(DIRECTIONS) Give the entries again, word for word.

··· MATERIAL FOR THE TASK ···

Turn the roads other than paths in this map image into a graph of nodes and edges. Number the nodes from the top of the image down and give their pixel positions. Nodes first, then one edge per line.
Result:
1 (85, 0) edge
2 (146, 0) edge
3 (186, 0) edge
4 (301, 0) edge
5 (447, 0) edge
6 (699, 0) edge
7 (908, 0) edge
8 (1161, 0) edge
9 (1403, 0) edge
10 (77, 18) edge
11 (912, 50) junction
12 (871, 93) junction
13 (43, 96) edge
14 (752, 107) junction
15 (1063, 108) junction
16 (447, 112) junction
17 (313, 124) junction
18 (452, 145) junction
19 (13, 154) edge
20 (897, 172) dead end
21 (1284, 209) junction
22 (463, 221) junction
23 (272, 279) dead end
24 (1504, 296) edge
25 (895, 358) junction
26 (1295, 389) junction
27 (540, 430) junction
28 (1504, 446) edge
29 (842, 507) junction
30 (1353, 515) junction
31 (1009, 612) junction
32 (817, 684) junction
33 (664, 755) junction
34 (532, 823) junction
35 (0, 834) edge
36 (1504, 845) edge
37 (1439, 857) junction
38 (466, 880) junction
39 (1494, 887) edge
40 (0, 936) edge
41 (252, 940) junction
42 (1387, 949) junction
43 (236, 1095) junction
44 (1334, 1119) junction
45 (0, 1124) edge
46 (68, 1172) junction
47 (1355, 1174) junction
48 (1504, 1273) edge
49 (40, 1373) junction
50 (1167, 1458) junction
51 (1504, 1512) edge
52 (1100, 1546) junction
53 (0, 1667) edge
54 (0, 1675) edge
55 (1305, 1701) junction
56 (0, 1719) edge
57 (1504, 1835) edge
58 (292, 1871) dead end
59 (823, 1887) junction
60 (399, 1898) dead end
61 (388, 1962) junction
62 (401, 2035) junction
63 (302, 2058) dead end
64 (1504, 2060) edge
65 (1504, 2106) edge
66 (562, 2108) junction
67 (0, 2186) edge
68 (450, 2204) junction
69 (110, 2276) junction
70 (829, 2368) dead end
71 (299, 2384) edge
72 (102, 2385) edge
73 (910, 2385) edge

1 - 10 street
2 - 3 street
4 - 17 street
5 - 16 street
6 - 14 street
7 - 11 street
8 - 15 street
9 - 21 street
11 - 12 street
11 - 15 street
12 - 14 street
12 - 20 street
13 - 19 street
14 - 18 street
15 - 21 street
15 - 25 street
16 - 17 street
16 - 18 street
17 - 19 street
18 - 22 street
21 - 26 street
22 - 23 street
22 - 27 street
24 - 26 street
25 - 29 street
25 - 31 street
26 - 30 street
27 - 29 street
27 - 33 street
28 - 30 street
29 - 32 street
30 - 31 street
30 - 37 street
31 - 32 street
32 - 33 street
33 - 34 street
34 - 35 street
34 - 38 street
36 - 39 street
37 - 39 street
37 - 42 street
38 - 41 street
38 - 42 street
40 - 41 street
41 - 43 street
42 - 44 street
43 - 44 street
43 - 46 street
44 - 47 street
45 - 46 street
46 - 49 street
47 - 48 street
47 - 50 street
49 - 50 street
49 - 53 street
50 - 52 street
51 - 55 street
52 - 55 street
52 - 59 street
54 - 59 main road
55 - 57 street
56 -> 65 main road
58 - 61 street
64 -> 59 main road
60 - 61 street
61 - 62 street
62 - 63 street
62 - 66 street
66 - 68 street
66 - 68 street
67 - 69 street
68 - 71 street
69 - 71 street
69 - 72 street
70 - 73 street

···

(SOLUTION FOR THIS EXERCISE)
Turn the roads other than paths in this map image into a graph of nodes and edges. Number the nodes from the top of the image down and give their pixel positions. Nodes first, then one edge per line.
Result:
1 (85, 0) edge
2 (146, 0) edge
3 (186, 0) edge
4 (301, 0) edge
5 (447, 0) edge
6 (699, 0) edge
7 (908, 0) edge
8 (1161, 0) edge
9 (1403, 0) edge
10 (77, 18) edge
11 (912, 50) junction
12 (871, 93) junction
13 (43, 96) edge
14 (752, 107) junction
15 (1063, 108) junction
16 (447, 112) junction
17 (313, 124) junction
18 (452, 145) junction
19 (13, 154) edge
20 (897, 172) dead end
21 (1284, 209) junction
22 (463, 221) junction
23 (272, 279) dead end
24 (1504, 296) edge
25 (895, 358) junction
26 (1295, 389) junction
27 (540, 430) junction
28 (1504, 446) edge
29 (842, 507) junction
30 (1353, 515) junction
31 (1009, 612) junction
32 (817, 684) junction
33 (664, 755) junction
34 (532, 823) junction
35 (0, 834) edge
36 (1504, 845) edge
37 (1439, 857) junction
38 (466, 880) junction
39 (1494, 887) edge
40 (0, 936) edge
41 (252, 940) junction
42 (1387, 949) junction
43 (236, 1095) junction
44 (1334, 1119) junction
45 (0, 1124) edge
46 (68, 1172) junction
47 (1355, 1174) junction
48 (1504, 1273) edge
49 (40, 1373) junction
50 (1167, 1458) junction
51 (1504, 1512) edge
52 (1100, 1546) junction
53 (0, 1667) edge
54 (0, 1675) edge
55 (1305, 1701) junction
56 (0, 1719) edge
57 (1504, 1835) edge
58 (292, 1871) dead end
59 (823, 1887) junction
60 (399, 1898) dead end
61 (388, 1962) junction
62 (401, 2035) junction
63 (302, 2058) dead end
64 (1504, 2060) edge
65 (1504, 2106) edge
66 (562, 2108) junction
67 (0, 2186) edge
68 (450, 2204) junction
69 (110, 2276) junction
70 (829, 2368) dead end
71 (299, 2384) edge
72 (102, 2385) edge
73 (910, 2385) edge

1 - 10 street
2 - 3 street
4 - 17 street
5 - 16 street
6 - 14 street
7 - 11 street
8 - 15 street
9 - 21 street
11 - 12 street
11 - 15 street
12 - 14 street
12 - 20 street
13 - 19 street
14 - 18 street
15 - 21 street
15 - 25 street
16 - 17 street
16 - 18 street
17 - 19 street
18 - 22 street
21 - 26 street
22 - 23 street
22 - 27 street
24 - 26 street
25 - 29 street
25 - 31 street
26 - 30 street
27 - 29 street
27 - 33 street
28 - 30 street
29 - 32 street
30 - 31 street
30 - 37 street
31 - 32 street
32 - 33 street
33 - 34 street
34 - 35 street
34 - 38 street
36 - 39 street
37 - 39 street
37 - 42 street
38 - 41 street
38 - 42 street
40 - 41 street
41 - 43 street
42 - 44 street
43 - 44 street
43 - 46 street
44 - 47 street
45 - 46 street
46 - 49 street
47 - 48 street
47 - 50 street
49 - 50 street
49 - 53 street
50 - 52 street
51 - 55 street
52 - 55 street
52 - 59 street
54 - 59 main road
55 - 57 street
56 -> 65 main road
58 - 61 street
64 -> 59 main road
60 - 61 street
61 - 62 street
62 - 63 street
62 - 66 street
66 - 68 street
66 - 68 street
67 - 69 street
68 - 71 street
69 - 71 street
69 - 72 street
70 - 73 street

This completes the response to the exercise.